In today’s blog, we will explore how to use Python to extract and analyze data from specific regions of a screen capture. By utilizing the powerful libraries OpenCV, pytesseract, and CSV, we can efficiently process images and extract valuable information for various use cases, such as forms, reports, and technical documents.
Objective
The goal of this script is to capture predefined regions of interest (ROIs) from a screen capture, extract text using OCR (Optical Character Recognition) via pytesseract, and store the results in a structured CSV format for easy analysis.
Prerequisites
Before diving into the code, ensure you have the following libraries installed:
pip install opencv-python numpy pytesseract
You’ll also need to have Tesseract-OCR installed on your system. You can download it from the site.

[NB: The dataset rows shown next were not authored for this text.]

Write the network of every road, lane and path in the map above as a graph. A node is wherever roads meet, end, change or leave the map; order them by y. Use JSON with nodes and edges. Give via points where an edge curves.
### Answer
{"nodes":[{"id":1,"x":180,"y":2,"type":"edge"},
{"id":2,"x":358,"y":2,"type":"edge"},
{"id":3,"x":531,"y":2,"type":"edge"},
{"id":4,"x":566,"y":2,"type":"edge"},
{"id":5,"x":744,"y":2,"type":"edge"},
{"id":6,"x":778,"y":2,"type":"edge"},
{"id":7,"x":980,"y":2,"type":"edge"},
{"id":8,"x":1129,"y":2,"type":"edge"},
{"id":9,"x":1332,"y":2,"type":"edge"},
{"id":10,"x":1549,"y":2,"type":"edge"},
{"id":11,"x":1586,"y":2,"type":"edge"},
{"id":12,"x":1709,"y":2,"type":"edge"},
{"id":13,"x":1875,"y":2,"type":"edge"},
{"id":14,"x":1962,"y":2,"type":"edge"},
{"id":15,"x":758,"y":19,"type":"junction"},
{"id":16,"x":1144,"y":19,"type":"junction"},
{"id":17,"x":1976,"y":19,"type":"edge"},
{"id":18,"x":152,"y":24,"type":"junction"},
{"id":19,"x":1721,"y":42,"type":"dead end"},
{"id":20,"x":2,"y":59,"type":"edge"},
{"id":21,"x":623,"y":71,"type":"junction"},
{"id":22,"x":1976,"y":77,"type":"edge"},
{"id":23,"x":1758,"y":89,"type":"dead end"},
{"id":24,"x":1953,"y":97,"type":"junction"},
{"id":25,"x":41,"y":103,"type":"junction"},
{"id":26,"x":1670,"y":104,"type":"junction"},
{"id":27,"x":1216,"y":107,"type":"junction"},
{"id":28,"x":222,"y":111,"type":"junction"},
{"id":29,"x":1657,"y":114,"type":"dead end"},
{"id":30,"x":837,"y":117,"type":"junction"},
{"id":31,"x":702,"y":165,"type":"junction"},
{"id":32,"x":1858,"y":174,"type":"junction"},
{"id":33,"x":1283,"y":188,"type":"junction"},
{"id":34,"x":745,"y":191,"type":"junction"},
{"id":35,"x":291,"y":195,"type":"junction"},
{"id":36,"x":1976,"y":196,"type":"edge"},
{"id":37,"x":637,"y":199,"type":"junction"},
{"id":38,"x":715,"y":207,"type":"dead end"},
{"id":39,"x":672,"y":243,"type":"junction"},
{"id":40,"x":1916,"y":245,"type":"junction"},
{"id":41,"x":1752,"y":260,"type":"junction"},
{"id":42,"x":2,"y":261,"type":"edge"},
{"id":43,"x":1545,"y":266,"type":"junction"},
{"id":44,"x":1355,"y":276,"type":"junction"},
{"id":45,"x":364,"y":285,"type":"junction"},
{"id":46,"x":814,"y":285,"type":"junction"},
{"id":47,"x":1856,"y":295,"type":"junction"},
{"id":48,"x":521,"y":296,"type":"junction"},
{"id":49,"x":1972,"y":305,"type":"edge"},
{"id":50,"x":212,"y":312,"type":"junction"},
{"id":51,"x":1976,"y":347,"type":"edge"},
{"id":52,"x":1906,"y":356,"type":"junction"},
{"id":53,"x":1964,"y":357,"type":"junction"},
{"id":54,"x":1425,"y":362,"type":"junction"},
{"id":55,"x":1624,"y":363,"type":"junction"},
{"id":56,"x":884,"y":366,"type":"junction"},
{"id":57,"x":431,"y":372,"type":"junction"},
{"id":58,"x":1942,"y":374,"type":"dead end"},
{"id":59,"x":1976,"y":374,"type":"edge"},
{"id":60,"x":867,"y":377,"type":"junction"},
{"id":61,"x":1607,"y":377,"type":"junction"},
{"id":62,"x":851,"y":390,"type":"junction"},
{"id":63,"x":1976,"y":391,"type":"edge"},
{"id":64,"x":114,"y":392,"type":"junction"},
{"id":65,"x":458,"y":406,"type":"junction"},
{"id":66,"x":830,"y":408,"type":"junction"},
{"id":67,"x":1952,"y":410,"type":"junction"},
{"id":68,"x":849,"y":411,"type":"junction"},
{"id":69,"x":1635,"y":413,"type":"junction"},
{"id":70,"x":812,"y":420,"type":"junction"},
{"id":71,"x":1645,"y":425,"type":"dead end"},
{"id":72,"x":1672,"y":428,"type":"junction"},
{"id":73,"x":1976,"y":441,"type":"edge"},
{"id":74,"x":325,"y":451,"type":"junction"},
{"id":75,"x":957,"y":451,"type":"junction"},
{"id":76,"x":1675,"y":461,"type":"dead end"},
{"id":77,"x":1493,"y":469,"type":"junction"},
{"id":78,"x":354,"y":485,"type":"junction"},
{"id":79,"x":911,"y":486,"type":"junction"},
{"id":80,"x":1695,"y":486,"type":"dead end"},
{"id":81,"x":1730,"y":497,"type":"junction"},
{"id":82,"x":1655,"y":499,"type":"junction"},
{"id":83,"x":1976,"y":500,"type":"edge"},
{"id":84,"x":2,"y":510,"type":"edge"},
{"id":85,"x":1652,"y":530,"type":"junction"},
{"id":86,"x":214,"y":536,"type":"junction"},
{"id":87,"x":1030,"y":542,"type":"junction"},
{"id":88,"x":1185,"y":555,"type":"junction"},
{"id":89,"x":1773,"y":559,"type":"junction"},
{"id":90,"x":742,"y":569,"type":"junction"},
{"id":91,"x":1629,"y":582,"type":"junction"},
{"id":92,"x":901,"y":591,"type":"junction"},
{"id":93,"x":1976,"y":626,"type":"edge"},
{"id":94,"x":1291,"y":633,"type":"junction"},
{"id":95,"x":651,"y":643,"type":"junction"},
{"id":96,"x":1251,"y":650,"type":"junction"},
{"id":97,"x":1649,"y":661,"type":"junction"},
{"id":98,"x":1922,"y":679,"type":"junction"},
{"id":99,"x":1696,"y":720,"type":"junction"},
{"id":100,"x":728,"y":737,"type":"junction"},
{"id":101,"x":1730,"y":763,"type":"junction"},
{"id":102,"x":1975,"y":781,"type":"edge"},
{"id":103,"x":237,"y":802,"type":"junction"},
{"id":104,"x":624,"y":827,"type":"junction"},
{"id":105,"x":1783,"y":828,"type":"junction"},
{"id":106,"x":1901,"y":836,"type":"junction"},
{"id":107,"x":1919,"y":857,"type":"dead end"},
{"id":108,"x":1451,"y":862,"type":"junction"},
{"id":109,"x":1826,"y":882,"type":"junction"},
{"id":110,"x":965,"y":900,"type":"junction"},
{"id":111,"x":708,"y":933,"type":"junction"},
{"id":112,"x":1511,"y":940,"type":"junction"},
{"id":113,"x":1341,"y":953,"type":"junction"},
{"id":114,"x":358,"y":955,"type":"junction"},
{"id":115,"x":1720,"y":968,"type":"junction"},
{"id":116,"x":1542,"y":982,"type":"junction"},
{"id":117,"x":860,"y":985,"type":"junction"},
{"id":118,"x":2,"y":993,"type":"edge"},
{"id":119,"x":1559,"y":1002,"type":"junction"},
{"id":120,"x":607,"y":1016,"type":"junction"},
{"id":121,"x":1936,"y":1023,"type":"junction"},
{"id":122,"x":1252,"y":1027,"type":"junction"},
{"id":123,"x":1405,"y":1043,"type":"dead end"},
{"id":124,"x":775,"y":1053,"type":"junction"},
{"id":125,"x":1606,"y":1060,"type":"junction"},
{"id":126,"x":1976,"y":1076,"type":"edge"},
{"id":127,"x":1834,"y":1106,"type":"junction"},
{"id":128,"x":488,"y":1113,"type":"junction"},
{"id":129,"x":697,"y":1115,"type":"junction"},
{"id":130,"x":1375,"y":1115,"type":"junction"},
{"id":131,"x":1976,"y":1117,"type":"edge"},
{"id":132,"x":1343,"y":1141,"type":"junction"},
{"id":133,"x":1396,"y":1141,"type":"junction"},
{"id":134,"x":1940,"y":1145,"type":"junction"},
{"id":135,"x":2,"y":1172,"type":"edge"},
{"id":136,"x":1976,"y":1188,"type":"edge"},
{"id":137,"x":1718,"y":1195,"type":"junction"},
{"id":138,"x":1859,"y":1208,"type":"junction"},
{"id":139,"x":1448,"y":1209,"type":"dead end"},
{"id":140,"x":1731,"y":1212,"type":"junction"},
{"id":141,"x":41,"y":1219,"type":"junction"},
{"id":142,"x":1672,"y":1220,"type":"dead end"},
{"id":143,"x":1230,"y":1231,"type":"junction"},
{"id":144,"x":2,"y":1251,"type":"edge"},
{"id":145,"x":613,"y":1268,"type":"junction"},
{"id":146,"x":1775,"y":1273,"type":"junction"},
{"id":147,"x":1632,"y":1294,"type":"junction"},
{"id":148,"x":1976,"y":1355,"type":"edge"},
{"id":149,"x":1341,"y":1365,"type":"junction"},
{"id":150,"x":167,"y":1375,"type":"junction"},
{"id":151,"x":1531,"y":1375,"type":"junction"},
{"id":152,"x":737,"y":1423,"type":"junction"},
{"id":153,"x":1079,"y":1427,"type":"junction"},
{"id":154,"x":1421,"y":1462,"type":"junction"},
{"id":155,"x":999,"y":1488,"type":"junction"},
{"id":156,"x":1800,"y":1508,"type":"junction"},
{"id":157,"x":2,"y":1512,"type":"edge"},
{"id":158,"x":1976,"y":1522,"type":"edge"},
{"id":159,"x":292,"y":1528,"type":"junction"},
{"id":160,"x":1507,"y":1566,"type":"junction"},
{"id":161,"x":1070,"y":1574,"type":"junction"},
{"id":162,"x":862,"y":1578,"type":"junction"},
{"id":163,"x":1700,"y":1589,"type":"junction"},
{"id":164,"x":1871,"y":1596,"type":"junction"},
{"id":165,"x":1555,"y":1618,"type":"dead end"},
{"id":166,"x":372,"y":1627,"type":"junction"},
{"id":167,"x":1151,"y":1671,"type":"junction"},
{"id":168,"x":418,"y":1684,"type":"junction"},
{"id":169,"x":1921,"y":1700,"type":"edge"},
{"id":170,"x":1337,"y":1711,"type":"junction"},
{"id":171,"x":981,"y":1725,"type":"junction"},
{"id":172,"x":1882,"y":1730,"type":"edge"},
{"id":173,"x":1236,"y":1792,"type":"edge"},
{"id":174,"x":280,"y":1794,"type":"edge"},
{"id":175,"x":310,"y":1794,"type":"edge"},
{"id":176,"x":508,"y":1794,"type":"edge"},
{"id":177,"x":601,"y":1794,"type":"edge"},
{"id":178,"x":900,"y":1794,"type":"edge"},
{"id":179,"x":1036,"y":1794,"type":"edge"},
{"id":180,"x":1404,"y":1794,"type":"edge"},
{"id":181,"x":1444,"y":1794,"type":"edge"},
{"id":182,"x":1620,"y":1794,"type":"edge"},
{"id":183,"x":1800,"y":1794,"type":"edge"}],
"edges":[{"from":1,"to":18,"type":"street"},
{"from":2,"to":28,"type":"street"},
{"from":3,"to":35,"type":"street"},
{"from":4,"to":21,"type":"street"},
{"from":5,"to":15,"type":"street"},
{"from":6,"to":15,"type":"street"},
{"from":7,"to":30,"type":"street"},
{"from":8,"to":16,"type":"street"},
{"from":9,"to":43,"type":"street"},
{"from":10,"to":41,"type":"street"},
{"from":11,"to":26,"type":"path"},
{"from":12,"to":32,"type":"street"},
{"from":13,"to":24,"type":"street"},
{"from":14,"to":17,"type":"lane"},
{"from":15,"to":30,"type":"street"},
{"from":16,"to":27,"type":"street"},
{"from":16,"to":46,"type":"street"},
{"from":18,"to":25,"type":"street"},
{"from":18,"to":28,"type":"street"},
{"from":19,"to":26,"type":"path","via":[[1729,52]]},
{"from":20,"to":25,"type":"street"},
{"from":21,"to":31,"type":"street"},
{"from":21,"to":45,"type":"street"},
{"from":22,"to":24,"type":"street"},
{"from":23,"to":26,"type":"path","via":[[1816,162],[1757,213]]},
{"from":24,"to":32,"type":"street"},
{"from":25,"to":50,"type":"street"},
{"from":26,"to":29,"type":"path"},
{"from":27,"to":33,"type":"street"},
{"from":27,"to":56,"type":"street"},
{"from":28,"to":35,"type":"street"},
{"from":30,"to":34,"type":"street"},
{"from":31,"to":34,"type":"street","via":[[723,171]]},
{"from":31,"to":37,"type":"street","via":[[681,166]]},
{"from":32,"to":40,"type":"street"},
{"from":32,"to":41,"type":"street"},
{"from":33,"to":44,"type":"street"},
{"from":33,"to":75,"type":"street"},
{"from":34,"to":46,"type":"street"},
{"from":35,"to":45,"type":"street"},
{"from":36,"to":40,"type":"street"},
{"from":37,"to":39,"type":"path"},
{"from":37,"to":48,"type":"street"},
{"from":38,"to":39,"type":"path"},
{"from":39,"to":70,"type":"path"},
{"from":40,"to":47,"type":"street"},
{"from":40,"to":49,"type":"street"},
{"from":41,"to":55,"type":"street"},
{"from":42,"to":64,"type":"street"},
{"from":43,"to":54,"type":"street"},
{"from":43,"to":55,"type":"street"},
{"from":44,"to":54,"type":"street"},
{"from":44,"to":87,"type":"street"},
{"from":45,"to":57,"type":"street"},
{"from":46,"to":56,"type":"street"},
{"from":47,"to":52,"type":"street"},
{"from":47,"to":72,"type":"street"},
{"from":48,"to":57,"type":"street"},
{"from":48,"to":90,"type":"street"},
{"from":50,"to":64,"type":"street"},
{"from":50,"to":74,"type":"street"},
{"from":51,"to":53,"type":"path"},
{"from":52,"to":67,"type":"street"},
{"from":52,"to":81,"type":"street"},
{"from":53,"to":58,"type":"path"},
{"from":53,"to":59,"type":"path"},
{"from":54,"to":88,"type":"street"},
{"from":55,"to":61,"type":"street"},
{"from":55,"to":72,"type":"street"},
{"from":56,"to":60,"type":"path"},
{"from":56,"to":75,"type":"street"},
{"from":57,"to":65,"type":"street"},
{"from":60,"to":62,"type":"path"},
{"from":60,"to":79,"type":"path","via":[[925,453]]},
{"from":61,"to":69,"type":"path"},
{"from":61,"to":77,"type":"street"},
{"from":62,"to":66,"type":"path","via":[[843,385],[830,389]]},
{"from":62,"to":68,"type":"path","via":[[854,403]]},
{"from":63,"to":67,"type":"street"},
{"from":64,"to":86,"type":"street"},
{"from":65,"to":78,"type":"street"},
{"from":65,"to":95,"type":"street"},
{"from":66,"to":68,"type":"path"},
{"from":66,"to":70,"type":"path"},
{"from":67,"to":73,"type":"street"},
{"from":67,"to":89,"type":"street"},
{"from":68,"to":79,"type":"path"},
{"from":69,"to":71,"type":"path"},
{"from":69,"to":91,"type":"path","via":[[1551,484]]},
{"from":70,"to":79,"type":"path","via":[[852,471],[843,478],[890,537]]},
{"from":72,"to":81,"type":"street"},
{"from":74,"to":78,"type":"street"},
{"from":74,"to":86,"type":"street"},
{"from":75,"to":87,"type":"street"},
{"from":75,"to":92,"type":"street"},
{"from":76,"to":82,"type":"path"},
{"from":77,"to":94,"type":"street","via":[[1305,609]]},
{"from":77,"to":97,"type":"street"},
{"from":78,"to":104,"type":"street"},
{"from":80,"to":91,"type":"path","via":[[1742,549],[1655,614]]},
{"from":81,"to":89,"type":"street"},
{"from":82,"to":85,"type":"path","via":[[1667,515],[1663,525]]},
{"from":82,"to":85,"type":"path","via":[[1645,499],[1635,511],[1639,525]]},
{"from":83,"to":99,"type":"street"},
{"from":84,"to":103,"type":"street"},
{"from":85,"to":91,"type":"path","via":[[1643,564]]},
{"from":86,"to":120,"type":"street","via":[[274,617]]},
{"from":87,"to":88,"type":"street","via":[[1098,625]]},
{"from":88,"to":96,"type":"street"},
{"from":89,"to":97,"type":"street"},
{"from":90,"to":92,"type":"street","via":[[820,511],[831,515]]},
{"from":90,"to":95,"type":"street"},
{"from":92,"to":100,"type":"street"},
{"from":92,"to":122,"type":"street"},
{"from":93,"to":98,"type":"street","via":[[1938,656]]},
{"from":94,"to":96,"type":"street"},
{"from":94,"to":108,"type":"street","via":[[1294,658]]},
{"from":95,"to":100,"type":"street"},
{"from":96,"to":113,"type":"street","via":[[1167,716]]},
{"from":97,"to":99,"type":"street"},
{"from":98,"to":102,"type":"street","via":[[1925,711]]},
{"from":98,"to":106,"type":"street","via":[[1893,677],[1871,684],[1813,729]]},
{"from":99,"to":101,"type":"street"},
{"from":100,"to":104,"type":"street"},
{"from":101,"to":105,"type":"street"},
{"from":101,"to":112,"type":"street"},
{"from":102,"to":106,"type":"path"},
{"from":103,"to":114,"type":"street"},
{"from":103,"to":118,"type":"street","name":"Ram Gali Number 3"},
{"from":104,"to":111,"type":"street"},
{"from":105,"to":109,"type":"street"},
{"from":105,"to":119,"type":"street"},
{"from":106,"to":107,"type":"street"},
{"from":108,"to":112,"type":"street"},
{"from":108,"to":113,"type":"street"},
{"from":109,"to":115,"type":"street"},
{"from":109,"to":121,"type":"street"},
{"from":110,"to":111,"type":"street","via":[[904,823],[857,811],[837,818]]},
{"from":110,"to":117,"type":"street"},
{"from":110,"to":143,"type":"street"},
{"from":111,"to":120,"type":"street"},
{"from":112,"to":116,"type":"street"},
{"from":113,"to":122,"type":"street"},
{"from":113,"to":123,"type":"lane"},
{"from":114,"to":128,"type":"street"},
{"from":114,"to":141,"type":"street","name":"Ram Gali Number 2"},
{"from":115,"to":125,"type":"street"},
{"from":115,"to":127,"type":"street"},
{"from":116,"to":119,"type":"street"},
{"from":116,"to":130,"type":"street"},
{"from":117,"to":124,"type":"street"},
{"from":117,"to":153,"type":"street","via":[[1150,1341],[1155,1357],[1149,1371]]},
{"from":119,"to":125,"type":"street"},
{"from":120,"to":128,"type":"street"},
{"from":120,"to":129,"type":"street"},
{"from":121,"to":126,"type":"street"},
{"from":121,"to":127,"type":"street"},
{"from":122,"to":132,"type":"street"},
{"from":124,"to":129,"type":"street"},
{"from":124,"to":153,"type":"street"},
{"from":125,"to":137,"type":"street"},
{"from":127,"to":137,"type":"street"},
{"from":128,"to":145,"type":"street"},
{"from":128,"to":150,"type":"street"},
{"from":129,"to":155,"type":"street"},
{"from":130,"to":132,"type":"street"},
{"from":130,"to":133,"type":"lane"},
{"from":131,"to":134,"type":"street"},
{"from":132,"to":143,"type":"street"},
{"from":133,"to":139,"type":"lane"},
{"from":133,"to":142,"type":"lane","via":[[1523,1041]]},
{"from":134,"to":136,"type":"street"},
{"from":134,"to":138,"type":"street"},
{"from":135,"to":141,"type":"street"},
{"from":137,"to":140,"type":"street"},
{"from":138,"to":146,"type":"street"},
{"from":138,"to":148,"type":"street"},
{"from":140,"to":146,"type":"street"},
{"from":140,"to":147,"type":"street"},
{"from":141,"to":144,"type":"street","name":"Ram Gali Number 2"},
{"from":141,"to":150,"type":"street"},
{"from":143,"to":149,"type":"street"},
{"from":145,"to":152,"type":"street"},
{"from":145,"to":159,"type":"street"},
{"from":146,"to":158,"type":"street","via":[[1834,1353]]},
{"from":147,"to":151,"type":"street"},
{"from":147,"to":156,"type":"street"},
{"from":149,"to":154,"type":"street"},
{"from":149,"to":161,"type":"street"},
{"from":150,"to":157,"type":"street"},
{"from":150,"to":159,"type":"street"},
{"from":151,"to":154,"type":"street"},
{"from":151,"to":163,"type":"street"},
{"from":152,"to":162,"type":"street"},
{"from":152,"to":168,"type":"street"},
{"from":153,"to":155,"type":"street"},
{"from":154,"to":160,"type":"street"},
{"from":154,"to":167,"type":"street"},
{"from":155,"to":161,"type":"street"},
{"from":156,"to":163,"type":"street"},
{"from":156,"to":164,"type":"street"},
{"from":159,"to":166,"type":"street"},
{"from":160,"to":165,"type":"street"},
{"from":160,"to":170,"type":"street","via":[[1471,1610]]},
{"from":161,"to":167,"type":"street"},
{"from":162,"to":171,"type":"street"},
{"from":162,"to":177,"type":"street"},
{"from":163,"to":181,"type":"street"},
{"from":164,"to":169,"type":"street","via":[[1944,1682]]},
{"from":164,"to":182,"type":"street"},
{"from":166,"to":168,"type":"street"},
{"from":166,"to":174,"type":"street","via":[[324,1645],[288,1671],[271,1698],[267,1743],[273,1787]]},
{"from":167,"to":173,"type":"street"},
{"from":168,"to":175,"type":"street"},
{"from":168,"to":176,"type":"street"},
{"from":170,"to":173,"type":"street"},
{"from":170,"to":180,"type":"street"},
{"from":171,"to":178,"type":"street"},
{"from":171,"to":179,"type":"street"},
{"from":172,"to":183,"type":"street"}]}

Defining Regions of Interest (ROIs)
In the script, we define multiple regions of interest (ROIs) based on the coordinates of the areas we want to capture. Each ROI consists of:
- Top-left coordinates
- Bottom-right coordinates
- Type of data (text or box)
- Field name
Here’s an example of how the ROIs are defined:
roi = [
[(642, 43), (1236, 140), 'text', 'FormTitle'],
[(33, 199), (141, 242), 'text', 'Date'],
[(144, 198), (265, 242), 'text', 'MachineNo'],
# More regions can be added here...
]
Each entry in this list corresponds to a specific region of the screen where text or numbers are located. The goal is to extract the relevant data based on these coordinates.
Setting up the Screen Dimensions
For accurate extraction, the screen dimensions should be specified. This can be adjusted depending on the resolution of the screen you’re working with:
screen_width = 1024 # Example: Full HD width
screen_height = 786 # Example: Full HD height
These values should match the screen resolution from which you’re capturing the image.
Image Processing with OpenCV
Now, let’s break down the image processing part. The script performs several tasks:
- Capture Screenshot: The script will take a screenshot of the screen (or a specified window).
- Extract Data: Using pytesseract, it will extract text from the defined ROIs.
- Save Results: Finally, the results are written to a CSV file for further processing.
Here’s a simplified process using OpenCV to capture a region and extract text:
# Capture the screen
screenshot = cv2.imread('screenshot.png')
# Define a region
x1, y1 = roi[0][0]
x2, y2 = roi[0][1]
roi_image = screenshot[y1:y2, x1:x2]
# Use pytesseract to extract text from the image
extracted_text = pytesseract.image_to_string(roi_image)
print(f"Extracted Text: {extracted_text}")
Processing Text and Boxes
In the ROIs, some fields are meant to extract text, while others represent boxes for data entry. The script can differentiate between the two and process them accordingly.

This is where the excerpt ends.